* Extracted data *

'''

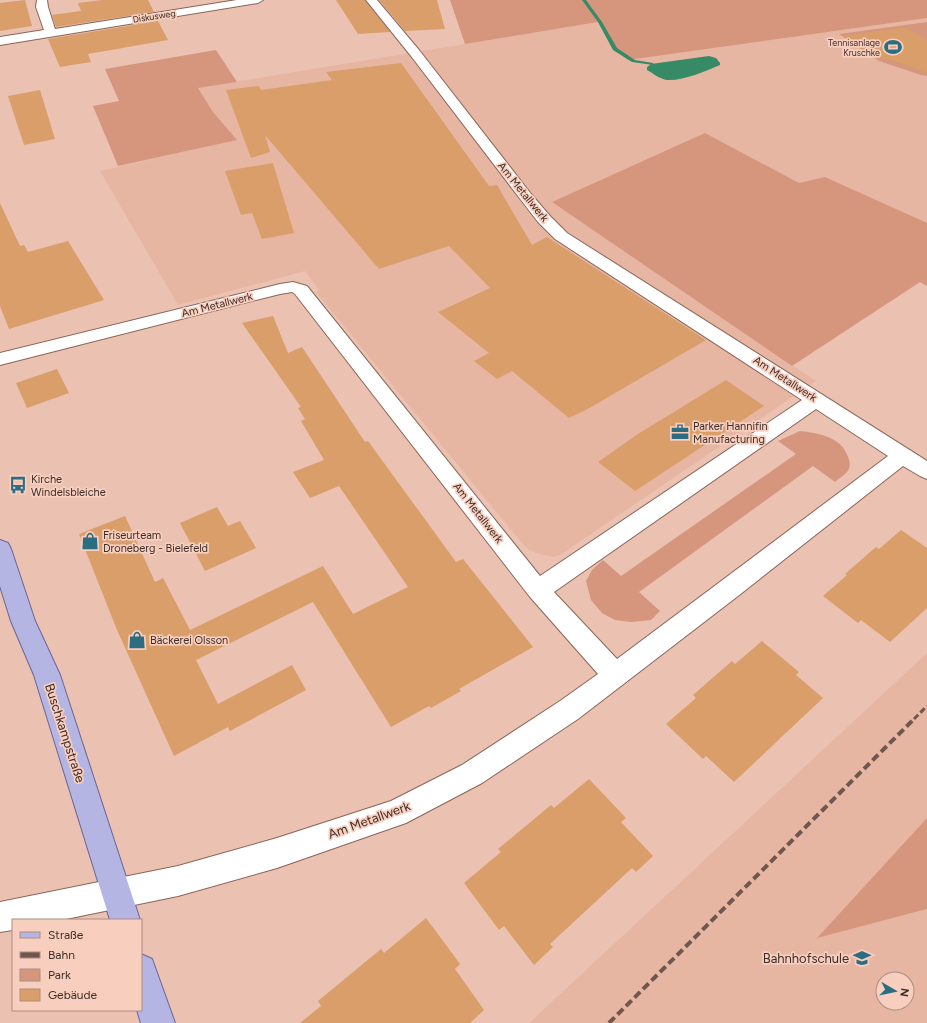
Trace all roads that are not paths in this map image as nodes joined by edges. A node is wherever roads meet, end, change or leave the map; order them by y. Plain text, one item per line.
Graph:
1 (42, 0) edge
2 (258, 0) edge
3 (371, 0) edge
4 (51, 33) junction
5 (0, 41) edge
6 (0, 359) edge
7 (816, 400) junction
8 (902, 456) junction
9 (927, 471) edge
10 (0, 549) edge
11 (538, 590) junction
12 (615, 675) junction
13 (121, 906) edge
14 (0, 917) edge
15 (142, 973) edge
16 (158, 1023) edge

1 - 4 street
2 - 4 street, Diskusweg
3 - 7 street, Am Metallwerk
4 - 5 street, Diskusweg
6 - 11 street, Am Metallwerk
7 - 8 street, Am Metallwerk
7 - 11 street
8 - 9 street
8 - 12 street, Am Metallwerk
10 - 13 main road, Buschkampstraße
11 - 12 street, Am Metallwerk
12 - 13 street, Am Metallwerk
13 - 14 street, Am Metallwerk
15 - 16 main road

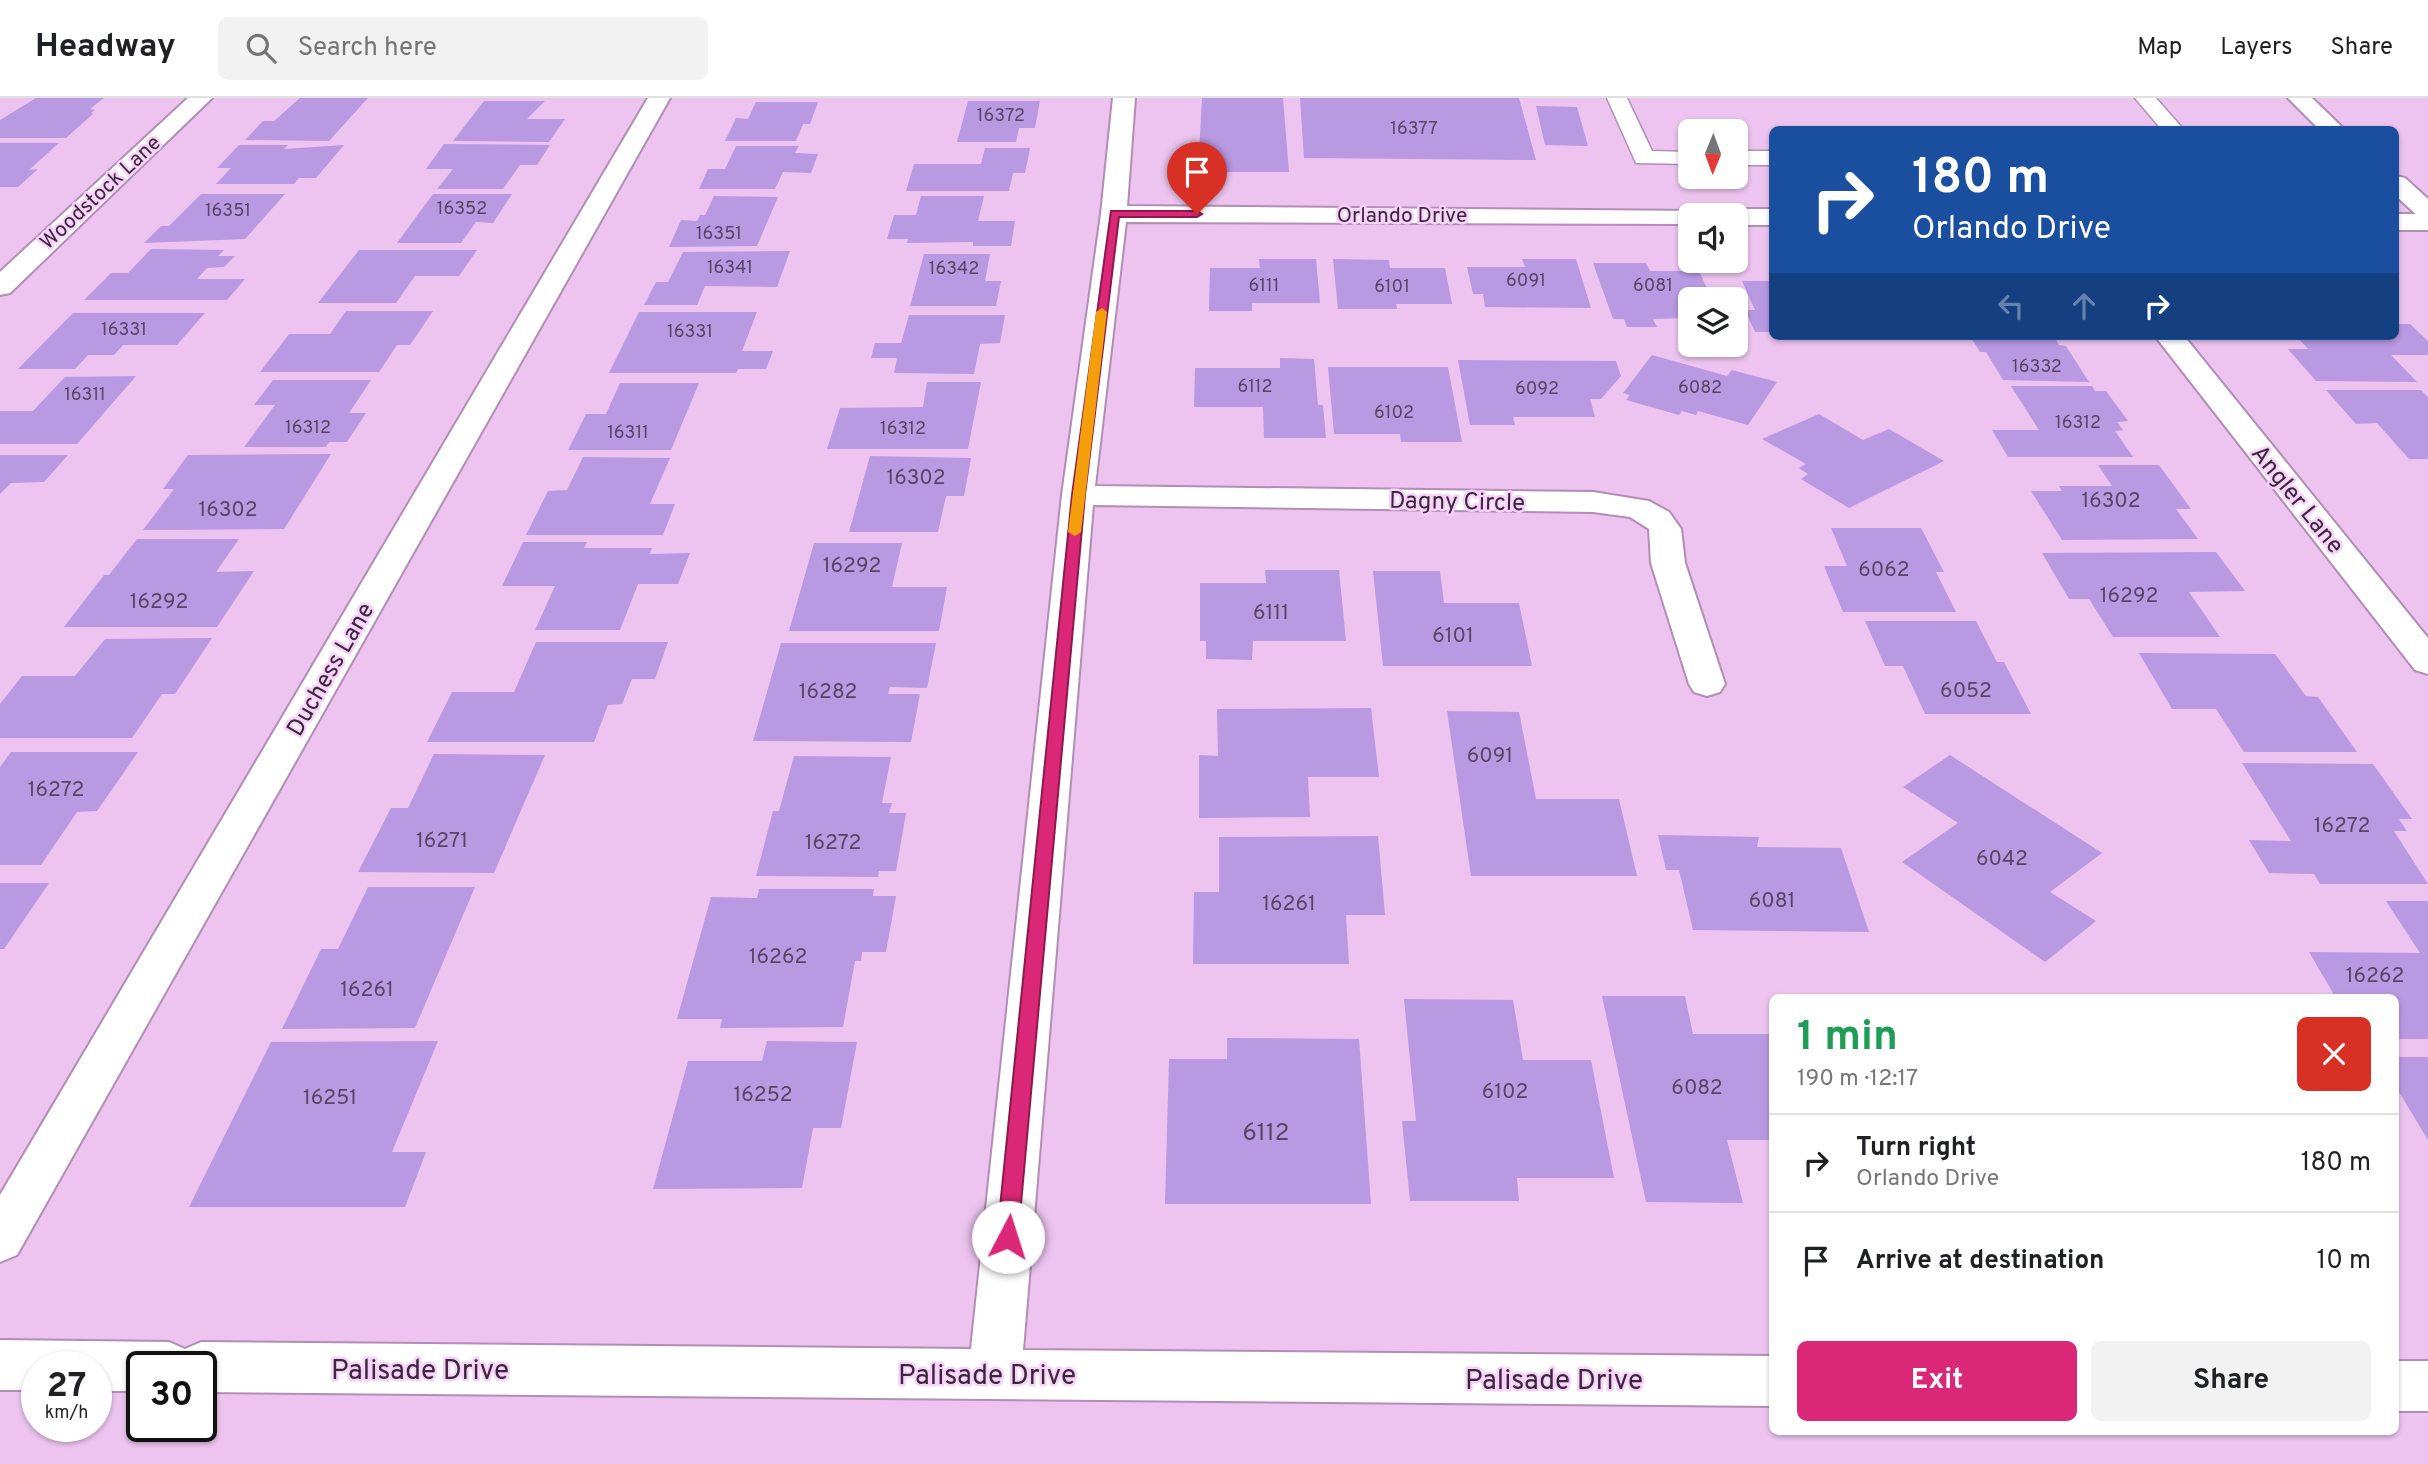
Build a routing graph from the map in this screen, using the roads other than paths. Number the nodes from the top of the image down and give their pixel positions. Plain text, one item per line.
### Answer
1 (201, 98) edge
2 (659, 98) edge
3 (1124, 98) edge
4 (1617, 98) edge
5 (2145, 98) edge
6 (2299, 98) edge
7 (2170, 126) edge
8 (2330, 126) edge
9 (1678, 158) edge
10 (1748, 158) edge
11 (1769, 158) edge
12 (2399, 186) edge
13 (2428, 212) edge
14 (1114, 214) junction
15 (1678, 216) edge
16 (1748, 217) edge
17 (1769, 217) edge
18 (2399, 222) edge
19 (2428, 222) edge
20 (0, 287) edge
21 (2172, 340) edge
22 (1078, 495) junction
23 (2428, 662) edge
24 (1707, 684) dead end
25 (0, 1240) edge
26 (0, 1365) edge
27 (126, 1366) edge
28 (217, 1367) edge
29 (995, 1374) junction
30 (1769, 1381) edge
31 (2399, 1386) edge
32 (2428, 1386) edge

1 - 20 street, Woodstock Lane
2 - 25 street, Duchess Lane
3 - 14 street
4 - 9 lane
5 - 7 lane
6 - 8 street
10 - 11 lane
12 - 13 street
14 - 15 street, Orlando Drive
14 - 22 street
16 - 17 street
18 - 19 street
21 - 23 street, Angler Lane
22 - 24 street, Dagny Circle
22 - 29 street
26 - 27 street
28 - 29 street, Palisade Drive
29 - 30 street, Palisade Drive
31 - 32 street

'''

* Work to complete *
Set the listing above down again exactly, leaving pictures out.

* Result for this task *
Trace all roads that are not paths in this map image as nodes joined by edges. A node is wherever roads meet, end, change or leave the map; order them by y. Plain text, one item per line.
Graph:
1 (42, 0) edge
2 (258, 0) edge
3 (371, 0) edge
4 (51, 33) junction
5 (0, 41) edge
6 (0, 359) edge
7 (816, 400) junction
8 (902, 456) junction
9 (927, 471) edge
10 (0, 549) edge
11 (538, 590) junction
12 (615, 675) junction
13 (121, 906) edge
14 (0, 917) edge
15 (142, 973) edge
16 (158, 1023) edge

1 - 4 street
2 - 4 street, Diskusweg
3 - 7 street, Am Metallwerk
4 - 5 street, Diskusweg
6 - 11 street, Am Metallwerk
7 - 8 street, Am Metallwerk
7 - 11 street
8 - 9 street
8 - 12 street, Am Metallwerk
10 - 13 main road, Buschkampstraße
11 - 12 street, Am Metallwerk
12 - 13 street, Am Metallwerk
13 - 14 street, Am Metallwerk
15 - 16 main road

Build a routing graph from the map in this screen, using the roads other than paths. Number the nodes from the top of the image down and give their pixel positions. Plain text, one item per line.
### Answer
1 (201, 98) edge
2 (659, 98) edge
3 (1124, 98) edge
4 (1617, 98) edge
5 (2145, 98) edge
6 (2299, 98) edge
7 (2170, 126) edge
8 (2330, 126) edge
9 (1678, 158) edge
10 (1748, 158) edge
11 (1769, 158) edge
12 (2399, 186) edge
13 (2428, 212) edge
14 (1114, 214) junction
15 (1678, 216) edge
16 (1748, 217) edge
17 (1769, 217) edge
18 (2399, 222) edge
19 (2428, 222) edge
20 (0, 287) edge
21 (2172, 340) edge
22 (1078, 495) junction
23 (2428, 662) edge
24 (1707, 684) dead end
25 (0, 1240) edge
26 (0, 1365) edge
27 (126, 1366) edge
28 (217, 1367) edge
29 (995, 1374) junction
30 (1769, 1381) edge
31 (2399, 1386) edge
32 (2428, 1386) edge

1 - 20 street, Woodstock Lane
2 - 25 street, Duchess Lane
3 - 14 street
4 - 9 lane
5 - 7 lane
6 - 8 street
10 - 11 lane
12 - 13 street
14 - 15 street, Orlando Drive
14 - 22 street
16 - 17 street
18 - 19 street
21 - 23 street, Angler Lane
22 - 24 street, Dagny Circle
22 - 29 street
26 - 27 street
28 - 29 street, Palisade Drive
29 - 30 street, Palisade Drive
31 - 32 street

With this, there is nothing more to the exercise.